Nairobi, London, Calgary, Berlin,
what city was that, what year?
What poem was I writing, what fear
did I tango with; face
did I search out
across that room, what shape
was that love?So it was good tonight to be at a small party, with a group of close friends who know how it feels to have threads attached to your heart that tug across oceans, across mortality. To bask in the sanctuary of our shared art and histories, the ways we feed and nurture each other, make a haven for each others' dreams and hopes and heartbreaks.
It was Vivek's birthday. Shireen brought a cake from a Chinatown bakery that specializes in wedding cakes - extravagant white confection bejewelled with strawberries, kiwi and melon. Vivek and Philip told us how they met. Mamuka and Irma told us how they met. Vivek talked about the years of his and my friendship, the growth and change he's seen in me. Shireen and I got into a heated debate about art and commerce.

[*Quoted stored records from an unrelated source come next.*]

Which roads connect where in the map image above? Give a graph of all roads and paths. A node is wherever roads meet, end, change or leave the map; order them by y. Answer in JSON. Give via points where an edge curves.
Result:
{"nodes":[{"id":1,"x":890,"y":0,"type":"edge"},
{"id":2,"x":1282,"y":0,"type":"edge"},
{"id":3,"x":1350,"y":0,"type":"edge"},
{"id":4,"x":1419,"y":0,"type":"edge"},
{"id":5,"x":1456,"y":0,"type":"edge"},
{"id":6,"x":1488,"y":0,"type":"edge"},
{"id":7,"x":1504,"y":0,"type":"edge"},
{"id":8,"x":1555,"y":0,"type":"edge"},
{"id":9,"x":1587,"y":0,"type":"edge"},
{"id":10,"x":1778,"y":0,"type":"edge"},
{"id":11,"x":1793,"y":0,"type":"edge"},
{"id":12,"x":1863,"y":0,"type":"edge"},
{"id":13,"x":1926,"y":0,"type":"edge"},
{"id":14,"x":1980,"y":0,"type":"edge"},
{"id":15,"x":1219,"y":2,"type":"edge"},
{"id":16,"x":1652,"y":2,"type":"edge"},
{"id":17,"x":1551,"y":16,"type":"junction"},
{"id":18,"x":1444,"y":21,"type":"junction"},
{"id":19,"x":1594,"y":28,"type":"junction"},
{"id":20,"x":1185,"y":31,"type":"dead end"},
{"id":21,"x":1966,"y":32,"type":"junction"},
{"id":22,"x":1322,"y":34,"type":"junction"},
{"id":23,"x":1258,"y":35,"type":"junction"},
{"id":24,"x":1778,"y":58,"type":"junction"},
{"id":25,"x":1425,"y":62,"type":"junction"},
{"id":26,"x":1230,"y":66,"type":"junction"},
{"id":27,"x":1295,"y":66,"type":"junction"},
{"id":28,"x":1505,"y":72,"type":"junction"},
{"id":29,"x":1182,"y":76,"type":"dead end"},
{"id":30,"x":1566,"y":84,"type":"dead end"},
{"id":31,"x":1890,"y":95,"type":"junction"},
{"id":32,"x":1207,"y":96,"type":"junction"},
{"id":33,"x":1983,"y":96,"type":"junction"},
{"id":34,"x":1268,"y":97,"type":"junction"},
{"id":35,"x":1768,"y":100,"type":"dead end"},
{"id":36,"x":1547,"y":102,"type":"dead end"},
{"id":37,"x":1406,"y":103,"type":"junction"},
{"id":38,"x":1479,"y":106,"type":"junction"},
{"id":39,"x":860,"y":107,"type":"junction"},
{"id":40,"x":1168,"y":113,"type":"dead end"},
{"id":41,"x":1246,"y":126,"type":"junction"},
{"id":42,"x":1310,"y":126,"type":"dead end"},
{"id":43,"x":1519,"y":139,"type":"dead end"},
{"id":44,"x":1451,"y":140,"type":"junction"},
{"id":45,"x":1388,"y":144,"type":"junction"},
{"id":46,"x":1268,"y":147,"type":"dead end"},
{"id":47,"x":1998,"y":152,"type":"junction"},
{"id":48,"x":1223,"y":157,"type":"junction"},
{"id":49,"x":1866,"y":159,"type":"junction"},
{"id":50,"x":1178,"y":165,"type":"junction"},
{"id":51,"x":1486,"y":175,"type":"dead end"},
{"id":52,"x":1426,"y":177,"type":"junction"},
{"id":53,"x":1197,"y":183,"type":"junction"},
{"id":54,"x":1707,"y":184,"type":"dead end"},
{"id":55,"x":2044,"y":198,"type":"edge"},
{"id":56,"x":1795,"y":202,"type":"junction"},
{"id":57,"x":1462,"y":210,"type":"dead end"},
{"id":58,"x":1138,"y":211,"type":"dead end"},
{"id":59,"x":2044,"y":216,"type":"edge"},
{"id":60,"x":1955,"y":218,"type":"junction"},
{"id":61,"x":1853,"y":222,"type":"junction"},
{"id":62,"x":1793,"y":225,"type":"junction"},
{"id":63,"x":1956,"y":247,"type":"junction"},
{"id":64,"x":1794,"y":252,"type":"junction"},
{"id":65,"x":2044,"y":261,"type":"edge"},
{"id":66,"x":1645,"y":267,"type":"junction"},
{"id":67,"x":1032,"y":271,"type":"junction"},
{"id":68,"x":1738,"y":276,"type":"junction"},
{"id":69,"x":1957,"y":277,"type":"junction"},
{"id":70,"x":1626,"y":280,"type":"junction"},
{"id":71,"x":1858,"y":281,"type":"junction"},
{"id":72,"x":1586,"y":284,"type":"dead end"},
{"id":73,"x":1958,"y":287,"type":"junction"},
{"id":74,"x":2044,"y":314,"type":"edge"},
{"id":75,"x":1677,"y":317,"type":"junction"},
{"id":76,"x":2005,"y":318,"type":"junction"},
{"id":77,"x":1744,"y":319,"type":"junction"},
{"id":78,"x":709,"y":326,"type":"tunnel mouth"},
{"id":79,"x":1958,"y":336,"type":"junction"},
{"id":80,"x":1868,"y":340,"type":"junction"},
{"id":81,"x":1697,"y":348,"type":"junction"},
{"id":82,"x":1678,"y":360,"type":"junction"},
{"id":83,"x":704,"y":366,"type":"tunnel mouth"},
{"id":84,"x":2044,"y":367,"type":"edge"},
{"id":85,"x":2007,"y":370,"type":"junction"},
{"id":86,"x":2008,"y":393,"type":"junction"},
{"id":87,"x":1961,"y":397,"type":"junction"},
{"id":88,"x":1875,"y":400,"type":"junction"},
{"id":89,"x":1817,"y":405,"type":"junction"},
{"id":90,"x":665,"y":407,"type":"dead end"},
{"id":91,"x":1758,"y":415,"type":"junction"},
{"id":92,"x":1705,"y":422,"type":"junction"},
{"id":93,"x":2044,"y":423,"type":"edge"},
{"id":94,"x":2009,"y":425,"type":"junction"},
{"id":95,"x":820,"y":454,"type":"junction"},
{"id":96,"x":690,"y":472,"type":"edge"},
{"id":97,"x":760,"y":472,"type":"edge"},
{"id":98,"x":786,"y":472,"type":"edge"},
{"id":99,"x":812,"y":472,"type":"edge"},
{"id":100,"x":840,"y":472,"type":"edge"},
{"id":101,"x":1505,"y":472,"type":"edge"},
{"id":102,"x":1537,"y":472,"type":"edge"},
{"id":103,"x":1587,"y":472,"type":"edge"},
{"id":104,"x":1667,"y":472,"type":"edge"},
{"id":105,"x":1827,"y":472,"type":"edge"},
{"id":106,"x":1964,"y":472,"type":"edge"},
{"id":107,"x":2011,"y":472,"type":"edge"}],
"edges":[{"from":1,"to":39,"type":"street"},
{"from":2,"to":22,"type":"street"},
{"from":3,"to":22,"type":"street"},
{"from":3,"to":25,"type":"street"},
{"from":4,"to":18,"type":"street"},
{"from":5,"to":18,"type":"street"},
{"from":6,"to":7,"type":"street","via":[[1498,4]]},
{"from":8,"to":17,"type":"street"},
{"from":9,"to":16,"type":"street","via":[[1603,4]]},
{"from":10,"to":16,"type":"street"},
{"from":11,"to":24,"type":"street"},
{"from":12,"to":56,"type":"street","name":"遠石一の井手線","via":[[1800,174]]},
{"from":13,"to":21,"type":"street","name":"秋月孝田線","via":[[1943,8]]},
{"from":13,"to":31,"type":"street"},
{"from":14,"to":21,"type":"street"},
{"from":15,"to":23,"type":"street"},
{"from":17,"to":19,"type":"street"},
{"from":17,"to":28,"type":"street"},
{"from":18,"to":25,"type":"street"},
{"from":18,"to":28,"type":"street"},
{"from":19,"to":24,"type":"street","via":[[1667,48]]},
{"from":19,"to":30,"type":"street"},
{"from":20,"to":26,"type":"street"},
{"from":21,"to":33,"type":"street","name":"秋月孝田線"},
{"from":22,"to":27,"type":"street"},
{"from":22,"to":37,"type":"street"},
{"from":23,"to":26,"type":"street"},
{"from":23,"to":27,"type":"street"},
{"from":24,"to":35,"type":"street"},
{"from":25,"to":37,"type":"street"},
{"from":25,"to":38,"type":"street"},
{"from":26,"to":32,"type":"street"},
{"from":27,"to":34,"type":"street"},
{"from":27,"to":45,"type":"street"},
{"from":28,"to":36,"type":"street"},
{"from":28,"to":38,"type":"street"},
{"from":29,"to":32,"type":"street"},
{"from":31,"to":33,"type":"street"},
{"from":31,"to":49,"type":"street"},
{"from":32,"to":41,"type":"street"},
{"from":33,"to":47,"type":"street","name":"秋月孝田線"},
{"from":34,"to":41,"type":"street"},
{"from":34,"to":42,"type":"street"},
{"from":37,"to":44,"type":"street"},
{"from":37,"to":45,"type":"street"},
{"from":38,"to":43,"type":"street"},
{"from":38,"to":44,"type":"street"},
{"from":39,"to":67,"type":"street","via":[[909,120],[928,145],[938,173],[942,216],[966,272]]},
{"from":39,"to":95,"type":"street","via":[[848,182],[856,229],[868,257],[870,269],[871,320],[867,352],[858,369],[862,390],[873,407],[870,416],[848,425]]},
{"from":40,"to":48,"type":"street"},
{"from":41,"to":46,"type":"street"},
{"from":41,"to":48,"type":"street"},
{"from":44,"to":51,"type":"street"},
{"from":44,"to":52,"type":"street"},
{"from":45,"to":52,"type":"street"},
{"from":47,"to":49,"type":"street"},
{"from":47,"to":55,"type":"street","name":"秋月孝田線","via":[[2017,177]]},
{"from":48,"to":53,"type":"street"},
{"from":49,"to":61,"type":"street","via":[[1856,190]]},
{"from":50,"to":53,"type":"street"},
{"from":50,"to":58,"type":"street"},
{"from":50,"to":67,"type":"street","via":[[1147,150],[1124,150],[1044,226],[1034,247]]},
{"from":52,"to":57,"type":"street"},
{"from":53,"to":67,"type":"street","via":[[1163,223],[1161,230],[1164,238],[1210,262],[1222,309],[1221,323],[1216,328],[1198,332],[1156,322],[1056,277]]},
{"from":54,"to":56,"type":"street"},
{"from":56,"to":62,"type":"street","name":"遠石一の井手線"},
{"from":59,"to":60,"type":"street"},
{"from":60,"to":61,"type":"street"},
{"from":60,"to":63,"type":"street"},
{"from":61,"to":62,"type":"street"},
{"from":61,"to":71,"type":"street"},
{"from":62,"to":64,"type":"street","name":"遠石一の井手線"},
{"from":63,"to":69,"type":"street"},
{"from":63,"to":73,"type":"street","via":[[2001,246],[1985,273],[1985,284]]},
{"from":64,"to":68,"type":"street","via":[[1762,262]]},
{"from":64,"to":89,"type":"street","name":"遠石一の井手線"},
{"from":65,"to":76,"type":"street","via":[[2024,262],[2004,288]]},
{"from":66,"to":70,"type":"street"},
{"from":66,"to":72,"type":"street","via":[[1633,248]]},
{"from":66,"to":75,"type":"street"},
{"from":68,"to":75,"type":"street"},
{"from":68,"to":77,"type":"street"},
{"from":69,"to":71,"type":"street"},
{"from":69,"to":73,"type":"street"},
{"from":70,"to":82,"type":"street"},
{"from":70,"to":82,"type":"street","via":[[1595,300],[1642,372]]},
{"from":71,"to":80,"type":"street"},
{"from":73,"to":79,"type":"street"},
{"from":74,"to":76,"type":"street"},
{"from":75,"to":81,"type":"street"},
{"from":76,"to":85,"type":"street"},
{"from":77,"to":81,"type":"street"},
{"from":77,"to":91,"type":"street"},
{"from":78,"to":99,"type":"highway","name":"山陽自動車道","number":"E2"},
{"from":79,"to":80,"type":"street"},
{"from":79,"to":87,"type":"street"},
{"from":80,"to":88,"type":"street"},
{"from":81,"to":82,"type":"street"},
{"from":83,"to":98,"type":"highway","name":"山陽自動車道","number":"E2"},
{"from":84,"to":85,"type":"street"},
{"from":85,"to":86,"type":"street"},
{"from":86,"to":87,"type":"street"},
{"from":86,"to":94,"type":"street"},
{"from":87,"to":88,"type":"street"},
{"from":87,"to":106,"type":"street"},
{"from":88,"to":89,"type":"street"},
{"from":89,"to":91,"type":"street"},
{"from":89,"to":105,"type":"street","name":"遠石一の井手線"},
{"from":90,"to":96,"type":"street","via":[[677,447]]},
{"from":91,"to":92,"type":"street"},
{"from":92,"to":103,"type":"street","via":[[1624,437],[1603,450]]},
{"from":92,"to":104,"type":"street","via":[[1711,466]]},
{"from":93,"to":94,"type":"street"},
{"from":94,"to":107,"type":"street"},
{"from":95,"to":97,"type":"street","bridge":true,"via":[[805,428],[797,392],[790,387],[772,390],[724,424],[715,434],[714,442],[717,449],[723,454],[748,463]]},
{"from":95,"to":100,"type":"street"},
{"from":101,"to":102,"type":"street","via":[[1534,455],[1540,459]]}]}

We didn't notice midnight coming until the noise began. Then we raced up the narrow staircase to the rooftop of Irma and Mamuka's building, for one of the best views in San Francisco of the fireworks. Punam, Shireen and I had our arms around each other; we all screamed spontaneously at the ones that ended in clouds of glitter.
Shireen said: "Why are we screaming?"
I said: "Because we want to be large enough to hold the beauty of them."
If every face my hand has cupped
on every continent could be condensed
into a single microchip, embedded
in the delta veins of my left
inner wrist, I’d raise it
to my mouth. Give thanks
for all that falls
but glittered before it fell
give thanks
for joy and pain
of growing larger.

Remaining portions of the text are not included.